How to grill romaine lettuce:
- Preheat the grill to medium-high heat, roughly 450 degrees.
- Cut the romaine lettuce in half lengthwise, keeping the stem core intact to hold the lettuce together.
- Rinse the romain thoroughly under cold water. Then, pat it dry with clean paper towels or a kitchen towel.
- Coat both halves of the lettuce with oil and season with salt.
- Place the romaine halves on the hot grill. Grill for 5 to 6 minutes or until they are nicely charred.
- Use tongs to flip each half, and continue to cook for another 4 minutes.
7. Transfer the grilled romaine hearts to a plate and drizzle with extra virgin olive oil. Sprinkle the lettuce with salt, garlic powder, lemon zest, and Aleppo pepper (if using). Squeeze juice from half a lemon, and serve hot!
Grilling Tips:
- Don’t cut off the stem of the lettuce. This way, it will hold together while grilling, making it easier to cook and flip.
- Rinse the lettuce under water, and pat it dry before you begin. If it’s wet, it won’t cook properly!
- Make sure your grill grates are clean, or your lettuce is likely to stick and burn.

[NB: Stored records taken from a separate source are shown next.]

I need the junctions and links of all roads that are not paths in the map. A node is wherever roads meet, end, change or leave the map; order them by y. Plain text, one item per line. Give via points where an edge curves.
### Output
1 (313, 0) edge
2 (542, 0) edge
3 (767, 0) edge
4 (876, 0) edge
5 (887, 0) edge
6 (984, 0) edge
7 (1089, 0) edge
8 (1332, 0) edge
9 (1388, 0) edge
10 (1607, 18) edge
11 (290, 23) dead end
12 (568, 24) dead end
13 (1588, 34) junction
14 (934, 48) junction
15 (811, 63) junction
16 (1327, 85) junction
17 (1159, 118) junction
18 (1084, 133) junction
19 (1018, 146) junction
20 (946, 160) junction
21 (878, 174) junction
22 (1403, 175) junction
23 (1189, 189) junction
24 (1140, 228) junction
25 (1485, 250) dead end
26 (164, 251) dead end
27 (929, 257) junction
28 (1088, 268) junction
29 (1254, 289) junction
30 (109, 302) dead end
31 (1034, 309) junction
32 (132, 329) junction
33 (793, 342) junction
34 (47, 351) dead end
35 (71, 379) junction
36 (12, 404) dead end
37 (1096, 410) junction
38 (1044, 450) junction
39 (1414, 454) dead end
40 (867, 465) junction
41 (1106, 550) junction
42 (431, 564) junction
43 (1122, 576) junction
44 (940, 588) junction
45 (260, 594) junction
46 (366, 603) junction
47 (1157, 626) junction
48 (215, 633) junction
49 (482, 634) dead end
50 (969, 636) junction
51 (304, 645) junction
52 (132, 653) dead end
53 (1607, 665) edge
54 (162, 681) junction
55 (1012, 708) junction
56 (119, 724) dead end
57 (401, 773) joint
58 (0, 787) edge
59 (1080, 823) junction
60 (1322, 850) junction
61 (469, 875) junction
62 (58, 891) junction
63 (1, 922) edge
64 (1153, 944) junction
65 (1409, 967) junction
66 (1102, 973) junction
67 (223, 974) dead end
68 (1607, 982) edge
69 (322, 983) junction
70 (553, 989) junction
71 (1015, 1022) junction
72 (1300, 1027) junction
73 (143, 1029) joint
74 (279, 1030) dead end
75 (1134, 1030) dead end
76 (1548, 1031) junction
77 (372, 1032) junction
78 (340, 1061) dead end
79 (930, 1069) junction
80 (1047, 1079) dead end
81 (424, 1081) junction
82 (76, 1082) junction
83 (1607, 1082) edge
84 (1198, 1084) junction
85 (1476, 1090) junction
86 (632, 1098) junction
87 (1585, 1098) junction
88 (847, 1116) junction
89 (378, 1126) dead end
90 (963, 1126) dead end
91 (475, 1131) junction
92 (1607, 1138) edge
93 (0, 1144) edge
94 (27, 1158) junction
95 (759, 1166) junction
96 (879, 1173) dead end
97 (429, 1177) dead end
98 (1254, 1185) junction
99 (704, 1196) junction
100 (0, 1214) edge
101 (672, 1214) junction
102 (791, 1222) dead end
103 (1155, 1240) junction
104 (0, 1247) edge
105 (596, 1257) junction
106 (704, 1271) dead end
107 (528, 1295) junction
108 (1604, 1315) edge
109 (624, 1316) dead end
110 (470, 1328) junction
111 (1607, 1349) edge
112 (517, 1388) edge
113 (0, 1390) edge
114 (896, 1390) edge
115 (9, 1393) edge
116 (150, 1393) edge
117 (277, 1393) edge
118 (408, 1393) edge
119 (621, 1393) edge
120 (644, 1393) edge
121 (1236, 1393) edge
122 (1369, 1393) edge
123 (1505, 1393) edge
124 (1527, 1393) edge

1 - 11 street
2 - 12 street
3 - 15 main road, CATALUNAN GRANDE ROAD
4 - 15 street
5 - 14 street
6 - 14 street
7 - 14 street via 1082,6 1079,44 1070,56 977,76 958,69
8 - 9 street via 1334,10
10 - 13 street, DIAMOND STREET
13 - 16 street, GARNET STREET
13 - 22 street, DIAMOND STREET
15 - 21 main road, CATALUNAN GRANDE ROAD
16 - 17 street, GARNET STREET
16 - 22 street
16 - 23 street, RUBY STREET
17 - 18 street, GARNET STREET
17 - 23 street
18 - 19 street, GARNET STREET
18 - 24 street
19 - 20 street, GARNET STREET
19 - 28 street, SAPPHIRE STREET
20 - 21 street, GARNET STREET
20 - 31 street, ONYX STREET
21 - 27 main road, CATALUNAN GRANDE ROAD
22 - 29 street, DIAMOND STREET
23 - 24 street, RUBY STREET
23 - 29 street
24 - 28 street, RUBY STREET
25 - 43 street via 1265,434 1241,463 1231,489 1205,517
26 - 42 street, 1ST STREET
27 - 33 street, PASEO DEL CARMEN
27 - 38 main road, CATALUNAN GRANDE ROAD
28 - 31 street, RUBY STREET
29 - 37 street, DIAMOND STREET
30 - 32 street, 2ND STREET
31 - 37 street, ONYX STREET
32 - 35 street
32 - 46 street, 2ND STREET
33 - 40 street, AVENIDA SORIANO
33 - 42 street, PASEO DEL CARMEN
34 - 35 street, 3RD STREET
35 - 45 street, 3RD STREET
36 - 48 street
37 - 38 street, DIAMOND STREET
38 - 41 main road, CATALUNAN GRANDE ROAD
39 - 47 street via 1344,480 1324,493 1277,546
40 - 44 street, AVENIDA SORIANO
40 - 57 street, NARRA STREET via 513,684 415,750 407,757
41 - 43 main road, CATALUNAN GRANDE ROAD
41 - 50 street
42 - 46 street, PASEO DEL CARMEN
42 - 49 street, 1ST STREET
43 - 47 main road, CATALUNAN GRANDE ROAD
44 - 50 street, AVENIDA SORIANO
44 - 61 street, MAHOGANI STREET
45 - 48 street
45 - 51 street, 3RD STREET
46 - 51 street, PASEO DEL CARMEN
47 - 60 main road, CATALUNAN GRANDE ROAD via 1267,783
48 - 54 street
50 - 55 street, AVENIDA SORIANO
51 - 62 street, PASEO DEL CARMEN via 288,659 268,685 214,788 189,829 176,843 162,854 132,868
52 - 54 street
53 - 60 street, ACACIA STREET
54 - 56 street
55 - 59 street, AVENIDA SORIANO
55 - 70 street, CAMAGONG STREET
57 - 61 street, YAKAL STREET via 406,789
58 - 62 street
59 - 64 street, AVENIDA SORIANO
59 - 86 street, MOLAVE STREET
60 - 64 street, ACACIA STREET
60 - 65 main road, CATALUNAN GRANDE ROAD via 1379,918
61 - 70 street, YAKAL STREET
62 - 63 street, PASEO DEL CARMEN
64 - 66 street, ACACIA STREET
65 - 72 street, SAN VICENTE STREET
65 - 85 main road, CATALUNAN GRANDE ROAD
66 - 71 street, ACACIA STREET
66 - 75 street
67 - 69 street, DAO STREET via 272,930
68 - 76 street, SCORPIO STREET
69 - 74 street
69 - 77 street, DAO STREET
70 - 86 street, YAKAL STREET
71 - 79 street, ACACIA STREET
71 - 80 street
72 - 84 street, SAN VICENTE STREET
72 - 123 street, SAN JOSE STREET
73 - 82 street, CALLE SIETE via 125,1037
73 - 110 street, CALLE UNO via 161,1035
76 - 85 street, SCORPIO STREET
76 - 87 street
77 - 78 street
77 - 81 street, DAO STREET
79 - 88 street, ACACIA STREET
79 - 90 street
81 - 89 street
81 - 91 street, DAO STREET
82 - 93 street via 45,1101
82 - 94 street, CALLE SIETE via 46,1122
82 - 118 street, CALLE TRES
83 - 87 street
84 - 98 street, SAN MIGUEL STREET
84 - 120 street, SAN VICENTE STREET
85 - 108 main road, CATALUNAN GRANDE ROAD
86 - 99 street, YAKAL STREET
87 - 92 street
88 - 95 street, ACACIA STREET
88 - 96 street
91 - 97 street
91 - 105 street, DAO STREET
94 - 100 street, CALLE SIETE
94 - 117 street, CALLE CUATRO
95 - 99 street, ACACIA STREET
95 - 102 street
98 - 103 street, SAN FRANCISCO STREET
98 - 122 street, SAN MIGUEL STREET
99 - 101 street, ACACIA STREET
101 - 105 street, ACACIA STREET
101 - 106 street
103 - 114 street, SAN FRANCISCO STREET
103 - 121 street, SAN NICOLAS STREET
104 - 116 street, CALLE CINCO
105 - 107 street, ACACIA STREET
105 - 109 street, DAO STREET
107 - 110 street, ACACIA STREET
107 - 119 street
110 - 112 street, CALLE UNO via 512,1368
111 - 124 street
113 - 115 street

- Allow the grill plenty of time to get nice and hot. This will create the nice grill marks we’re looking for and ensure the lettuce chars instead of steaming.
- Grilled romaine lettuce is best served hot. If you’re cooking other things, save the lettuce for the end. The longer it sits and cools, the more likely it is to become soggy.
- If the romaine is extra large, you can cut the head of lettuce into four sections rather than half. Just make sure the sections are held together by the stem.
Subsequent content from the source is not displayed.